Semana del 14 al 20 de
Enero de 2008
He llegado y no estoy de visita. Tengo las llaves de mi casa,
ya con llavero, en algún rincón de la maleta. Esta vez conozco las calles de la
ciudad y hasta podría decirte cuánto falta para llegar a la carretera. El
campo, un campo de color carne porque es un campo de refugiados, no va a tardar
en aparecer, justo allí a la derecha, en frente de un edificio con café internet,
al lado de un hotel con piscina, un poco antes de una gasolinera.
Hoy ya no me
extraña ver que la gente se reúne alrededor de un televisor en la calle para
seguir la telenovela, ya no me sorprende que una casa tenga el tamaño de un
hombre estirado, ya no me asusto de la oscuridad que por la noche se cierne en
todos los rincones, sólo desecha por algunas lamparitas de queroseno en los
puestos de comida, por los focos multicolores de algunas discotecas.

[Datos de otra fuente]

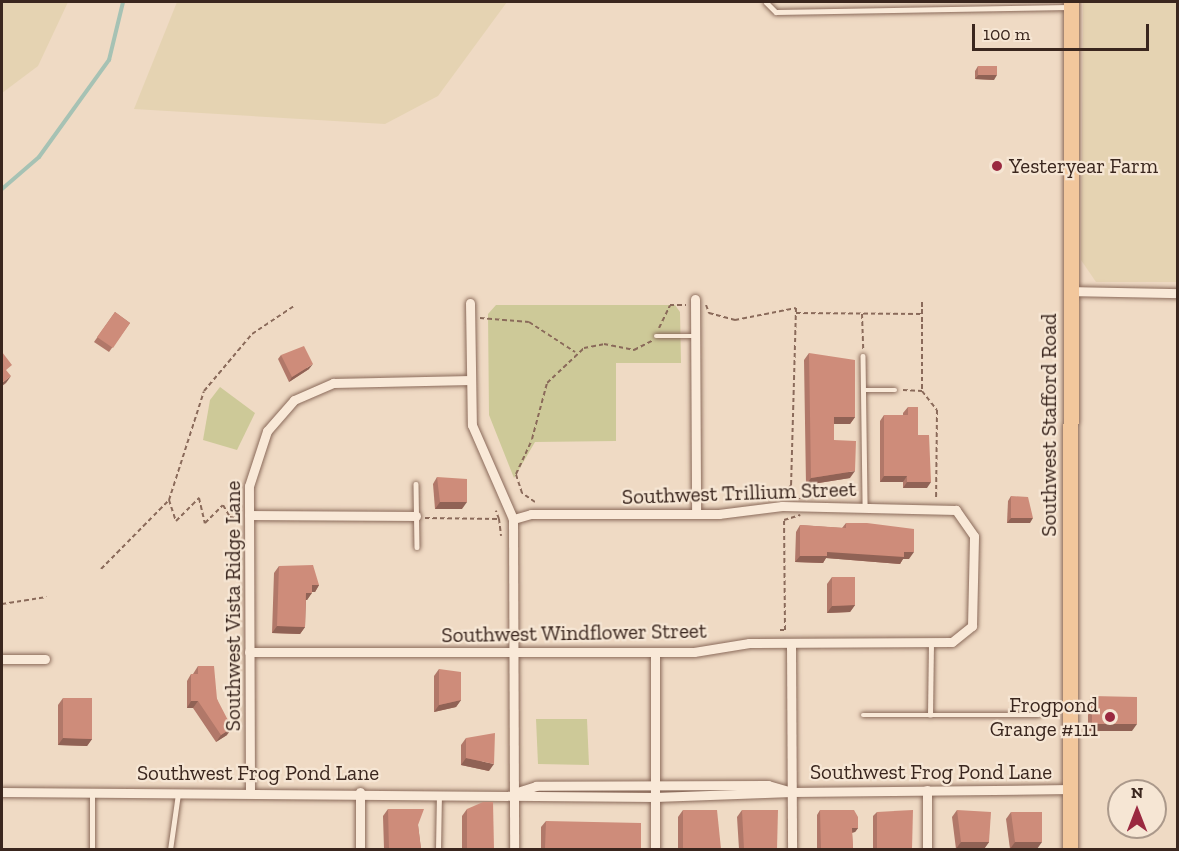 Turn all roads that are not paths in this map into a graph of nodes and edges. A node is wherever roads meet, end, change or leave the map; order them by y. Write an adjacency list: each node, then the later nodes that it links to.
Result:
1 (766, 2): 2 (lane)
2 (1071, 4): 3 (main road, Southwest Stafford Road)
3 (1070, 291): 4 (street); 32 (main road, Southwest Stafford Road)
4 (1178, 293)
5 (695, 302): 8 (street)
6 (470, 303): 10 (street)
7 (656, 336): 8 (lane)
8 (695, 336): 15 (street)
9 (863, 356): 11 (lane)
10 (471, 380): 16 (street, Southwest Vista Ridge Lane); 18 (street)
11 (863, 390): 12 (lane); 14 (lane)
12 (895, 390)
13 (416, 484): 17 (lane)
14 (865, 507): 15 (street, Southwest Trillium Street); 20 (street, Southwest Trillium Street)
15 (696, 514): 18 (street, Southwest Trillium Street)
16 (249, 515): 17 (street); 23 (street, Southwest Vista Ridge Lane)
17 (416, 517): 19 (lane)
18 (513, 519): 24 (street)
19 (417, 547)
20 (968, 634): 21 (street, Southwest Windflower Street)
21 (932, 642): 22 (street, Southwest Windflower Street); 29 (lane)
22 (791, 643): 25 (street, Southwest Windflower Street); 40 (street)
23 (249, 652): 24 (street, Southwest Windflower Street); 36 (street, Southwest Vista Ridge Lane)
24 (514, 652): 25 (street, Southwest Windflower Street); 41 (street)
25 (655, 652): 31 (street)
26 (2, 659): 27 (street)
27 (45, 659)
28 (863, 715): 29 (lane)
29 (930, 715): 30 (lane)
30 (1039, 716)
31 (655, 785): 40 (street, Southwest Frog Pond Lane); 41 (street, Southwest Frog Pond Lane); 42 (street)
32 (1071, 789): 33 (street, Southwest Frog Pond Lane); 51 (main road, Southwest Stafford Road)
33 (927, 790): 40 (street, Southwest Frog Pond Lane); 50 (street)
34 (92, 791): 35 (street, Southwest Frog Pond Lane); 37 (street, Southwest Frog Pond Lane); 43 (lane)
35 (178, 791): 36 (street, Southwest Frog Pond Lane); 44 (lane)
36 (250, 791): 38 (street, Southwest Frog Pond Lane)
37 (2, 792)
38 (360, 792): 39 (street, Southwest Frog Pond Lane); 45 (street)
39 (439, 792): 41 (street, Southwest Frog Pond Lane); 46 (lane)
40 (792, 792): 42 (street, Southwest Frog Pond Lane); 49 (street)
41 (514, 793): 42 (street, Southwest Frog Pond Lane); 47 (street)
42 (655, 797): 48 (street)
43 (92, 849)
44 (170, 849)
45 (360, 849)
46 (438, 849)
47 (514, 849)
48 (655, 849)
49 (792, 849)
50 (927, 849)
51 (1070, 849) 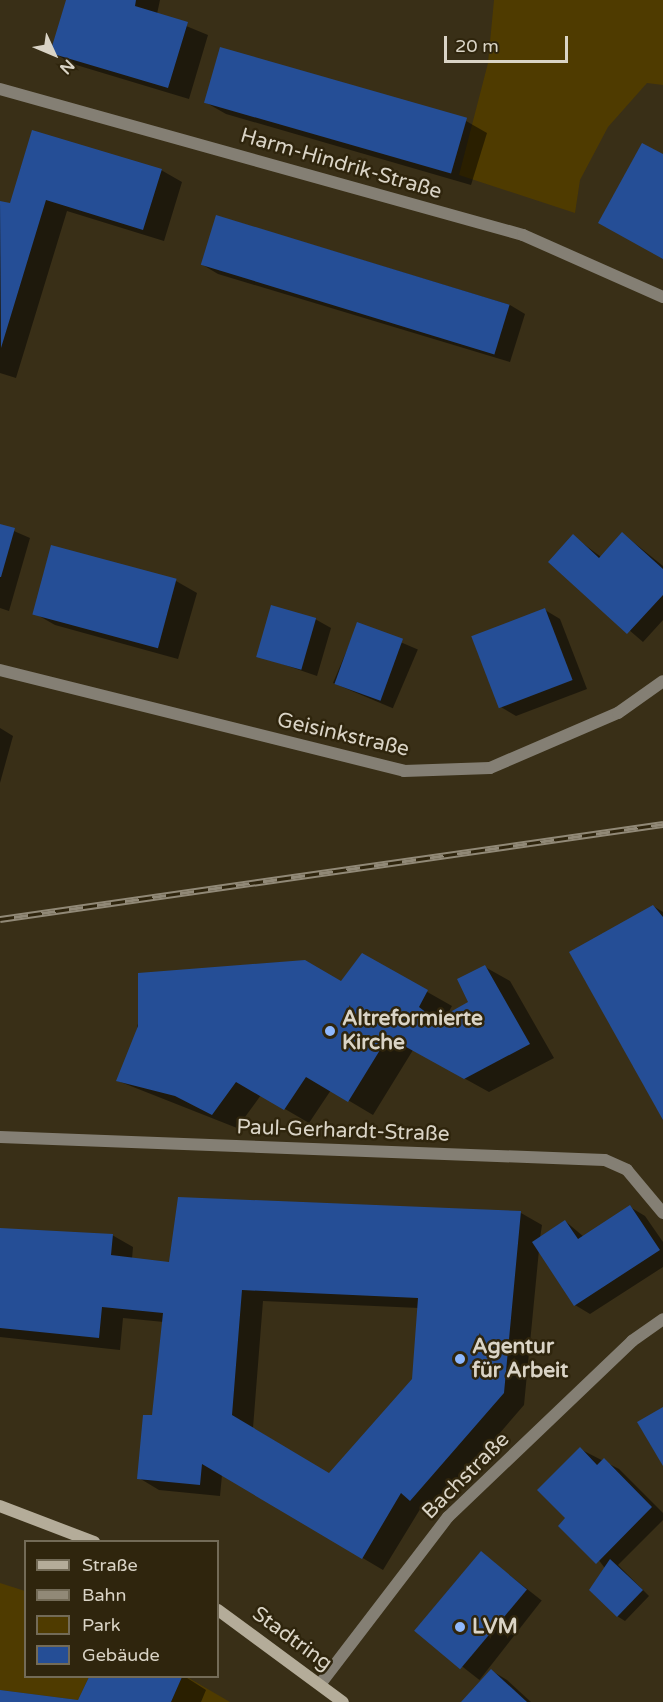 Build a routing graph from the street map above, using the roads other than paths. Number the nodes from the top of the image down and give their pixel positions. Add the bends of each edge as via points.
1 (0, 89) edge
2 (663, 297) edge
3 (0, 670) edge
4 (663, 681) edge
5 (0, 1137) edge
6 (663, 1212) edge
7 (663, 1319) edge
8 (0, 1506) edge
9 (89, 1540) edge
10 (219, 1611) edge
11 (321, 1683) junction
12 (343, 1702) edge

1 - 2 street, Harm-Hindrik-Straße via 523,235
3 - 4 street, Geisinkstraße via 404,771 490,768 618,712
5 - 6 street, Paul-Gerhardt-Straße via 604,1160 627,1170
7 - 11 street, Bachstraße via 632,1341 448,1517
8 - 9 street
10 - 11 street, Stadtring
11 - 12 street, Stadtring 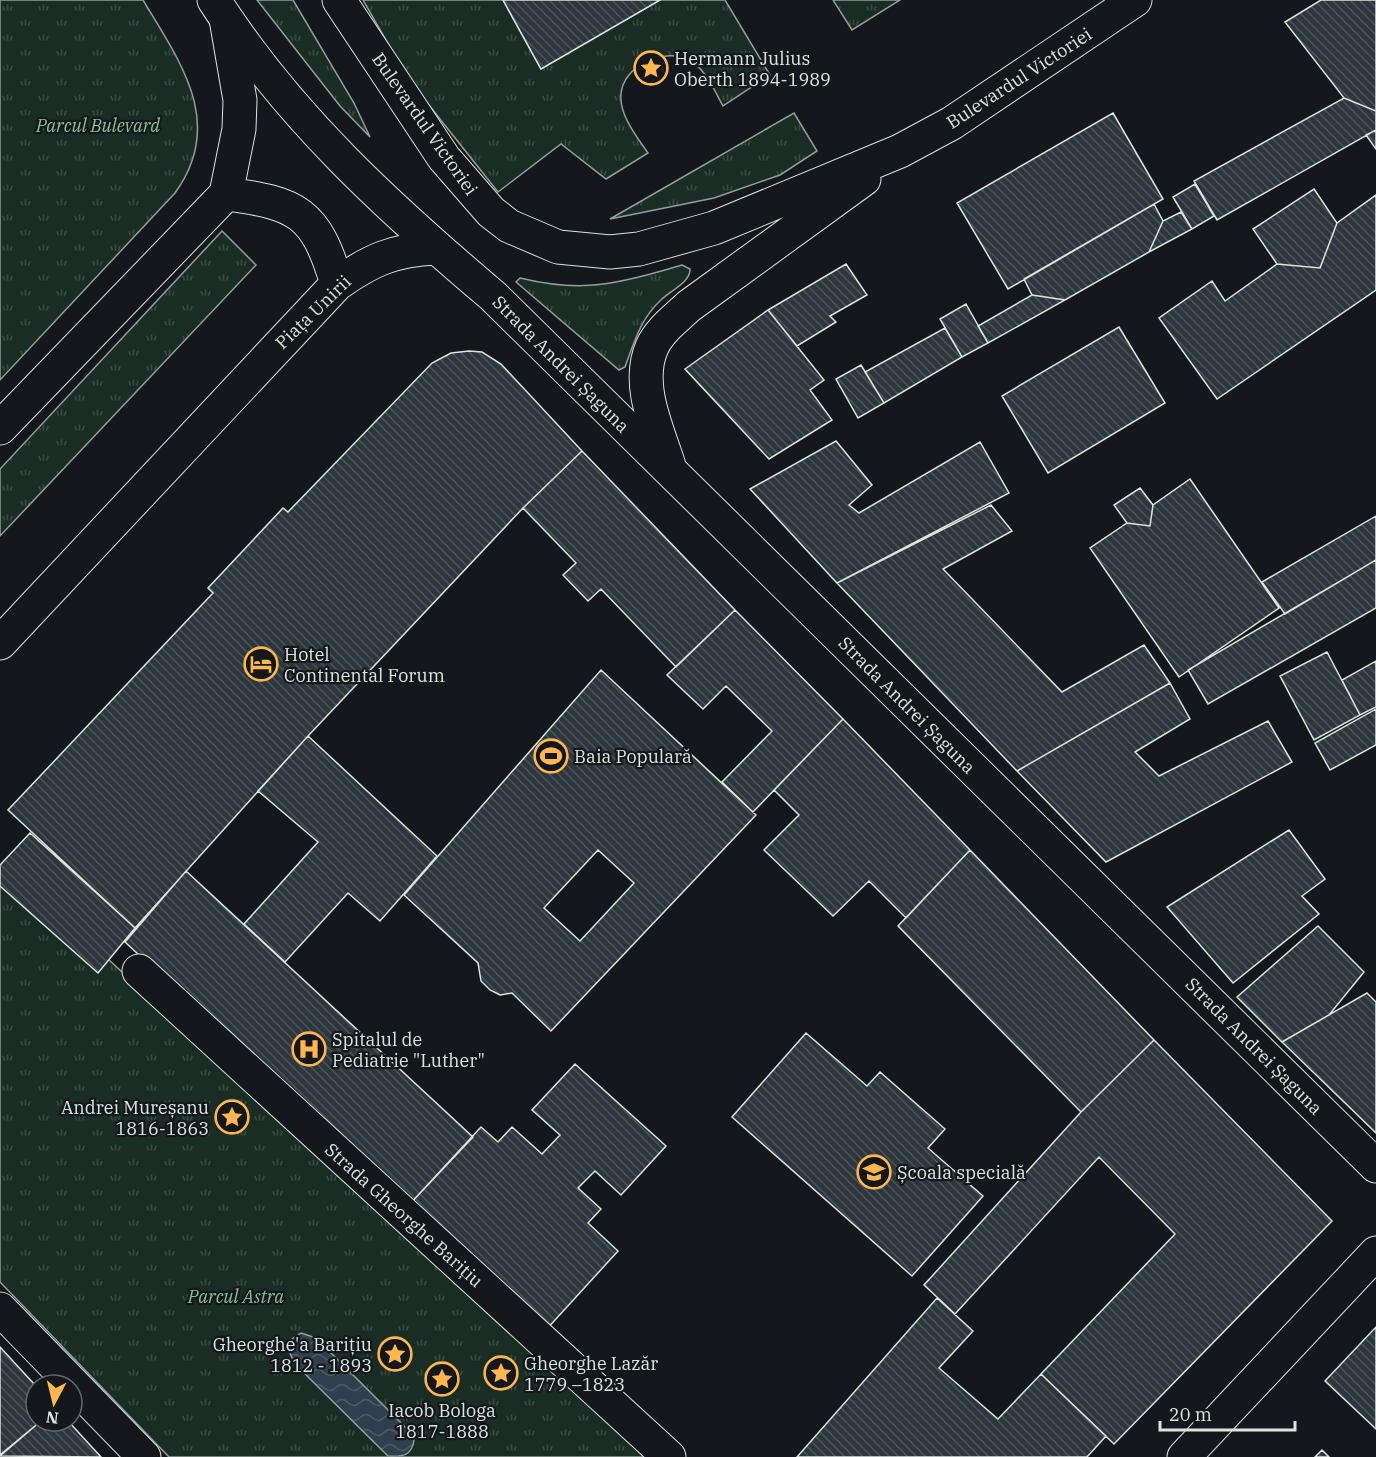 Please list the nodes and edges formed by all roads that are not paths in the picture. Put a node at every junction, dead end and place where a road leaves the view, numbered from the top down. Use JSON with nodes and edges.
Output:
{"nodes":[{"id":1,"x":339,"y":0,"type":"edge"},
{"id":2,"x":1136,"y":0,"type":"edge"},
{"id":3,"x":220,"y":9,"type":"edge"},
{"id":4,"x":900,"y":151,"type":"junction"},
{"id":5,"x":226,"y":194,"type":"junction"},
{"id":6,"x":436,"y":248,"type":"junction"},
{"id":7,"x":337,"y":284,"type":"junction"},
{"id":8,"x":0,"y":428,"type":"edge"},
{"id":9,"x":672,"y":474,"type":"junction"},
{"id":10,"x":0,"y":643,"type":"edge"},
{"id":11,"x":139,"y":971,"type":"dead end"},
{"id":12,"x":1376,"y":1166,"type":"edge"},
{"id":13,"x":1376,"y":1253,"type":"edge"},
{"id":14,"x":0,"y":1309,"type":"edge"},
{"id":15,"x":144,"y":1457,"type":"edge"},
{"id":16,"x":669,"y":1457,"type":"edge"},
{"id":17,"x":1184,"y":1457,"type":"edge"}],
"edges":[{"from":1,"to":4,"type":"main road","name":"Bulevardul Victoriei"},
{"from":2,"to":4,"type":"main road","name":"Bulevardul Victoriei"},
{"from":3,"to":5,"type":"main road"},
{"from":3,"to":6,"type":"main road"},
{"from":4,"to":9,"type":"main road","name":"Bulevardul Victoriei"},
{"from":5,"to":7,"type":"main road"},
{"from":5,"to":8,"type":"main road"},
{"from":6,"to":7,"type":"main road","name":"Piața Unirii"},
{"from":6,"to":9,"type":"main road","name":"Strada Andrei Șaguna"},
{"from":7,"to":10,"type":"main road","name":"Piața Unirii"},
{"from":9,"to":12,"type":"main road","name":"Strada Andrei Șaguna"},
{"from":11,"to":16,"type":"main road","name":"Strada Gheorghe Barițiu"},
{"from":13,"to":17,"type":"main road"},
{"from":14,"to":15,"type":"main road"}]} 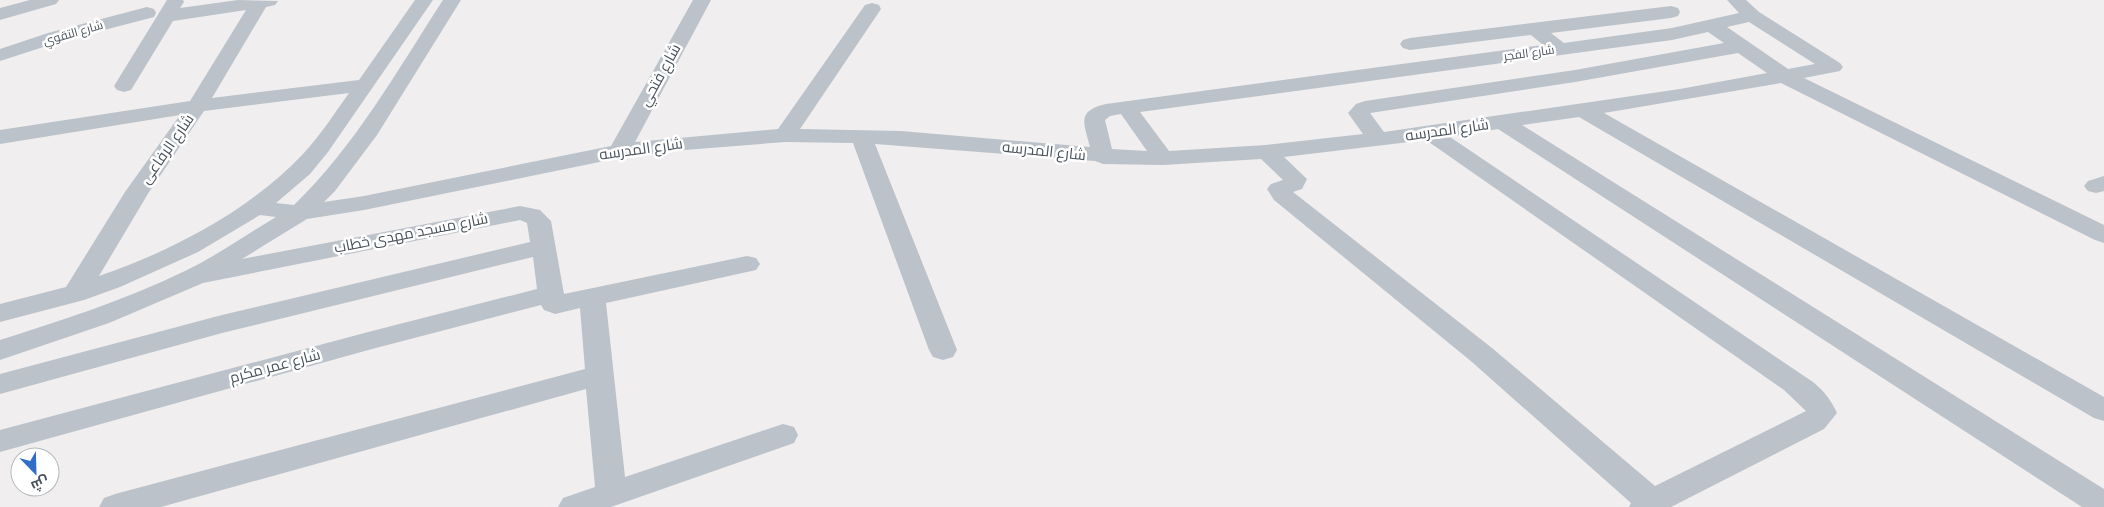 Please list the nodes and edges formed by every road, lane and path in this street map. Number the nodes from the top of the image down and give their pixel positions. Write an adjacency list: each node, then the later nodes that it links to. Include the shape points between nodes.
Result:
1 (50, 0): 12 (street)
2 (129, 0): 13 (street)
3 (177, 0): 13 (street)
4 (424, 0): 22 (street)
5 (452, 0): 38 (street, via 366,135 327,186)
6 (702, 0): 33 (street, شارع فتحي)
7 (1652, 0): 11 (street)
8 (1736, 0): 14 (street)
9 (267, 2): 13 (street, شارع التقوي); 24 (street, شارع الرفاعى)
10 (872, 9): 29 (street)
11 (1671, 12): 15 (street); 16 (street, شارع الفجر)
12 (0, 14)
13 (159, 16): 20 (street, شارع التقوي, via 55,37); 23 (street)
14 (1752, 16): 15 (street); 21 (street, شارع المدرسه, via 1834,67)
15 (1705, 27): 18 (street); 19 (street)
16 (1535, 28): 17 (street); 19 (street, شارع الفجر)
17 (1410, 44)
18 (1743, 46): 21 (street); 32 (street, via 1575,76 1372,105 1359,112)
19 (1560, 49): 25 (street, شارع الفجر)
20 (0, 55)
21 (1784, 76): 26 (street, شارع المدرسه); 39 (street)
22 (366, 85): 24 (street); 37 (street, via 312,158)
23 (124, 86)
24 (197, 106): 31 (street); 43 (street, شارع الرفاعى, via 137,192)
25 (1126, 107): 35 (street, شارع الفجر, via 1096,114 1094,120); 36 (street)
26 (1583, 110): 27 (street, شارع المدرسه); 51 (street)
27 (1502, 122): 28 (street, شارع المدرسه); 56 (street)
28 (1430, 133): 32 (street, شارع المدرسه); 55 (street, via 1786,377 1819,404 1822,413 1814,421)
29 (785, 135): 30 (street, شارع المدرسه); 33 (street, شارع المدرسه)
30 (860, 136): 35 (street, شارع المدرسه); 48 (street)
31 (0, 137)
32 (1378, 139): 34 (street, شارع المدرسه)
33 (619, 150): 38 (street, شارع المدرسه, via 364,203)
34 (1266, 152): 36 (street, شارع المدرسه); 55 (street, via 1296,179 1294,184 1279,189 1282,195 1482,354)
35 (1103, 157): 36 (street, شارع المدرسه)
36 (1163, 158)
37 (256, 207): 38 (street, شارع المدرسه); 43 (street, via 179,253 113,282)
38 (300, 213): 42 (street)
39 (2104, 235)
40 (543, 247): 42 (street, شارع مسجد مهدى خطاب, via 539,221 532,215 520,213); 45 (street, شارع مسجد مهدى خطاب); 50 (street, via 222,324)
41 (747, 264): 44 (street, شارع عمر مكرم)
42 (196, 276): 47 (street, via 100,317)
43 (75, 294): 46 (street)
44 (592, 298): 45 (street, شارع عمر مكرم); 49 (street)
45 (553, 300): 53 (street, شارع عمر مكرم, via 372,340)
46 (0, 313)
47 (0, 350)
48 (943, 350)
49 (600, 375): 54 (street); 57 (street)
50 (0, 384)
51 (2104, 410)
52 (783, 435): 54 (street)
53 (0, 441)
54 (611, 494): 58 (street)
55 (1648, 504)
56 (2104, 505)
57 (115, 507)
58 (574, 507)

Me siguen
haciendo gracia los gallos que se pasean por las esquinas, los chivos y las
cabras que corretean sin importarles la basura mezclada con la tierra. Hoy no
he visto la cocina tan sucia, me ha parecido normal que haya hormigas encima de
la mesa. No he echado de menos la leche, que no existe más que en polvo, para
mi café sin leche. Yo diría que el agua fría de la ducha ya no me provoca más
que un leve asomo de piel de gallina.
Salir a caminar es no parar de saludar a los niños cuando me
llaman “obroni”, ahora ya sé que no se burlan, para ellos soy tan solo la “mujer
blanca”. En el mercado hay más moscas que pescado, pero ya no voy a quejarme si
alguna de sus patitas toca mi plato, ya no soy la que en mi casa del primer
mundo tira la sopa si algún bicho nada entre la pasta con forma de estrellas.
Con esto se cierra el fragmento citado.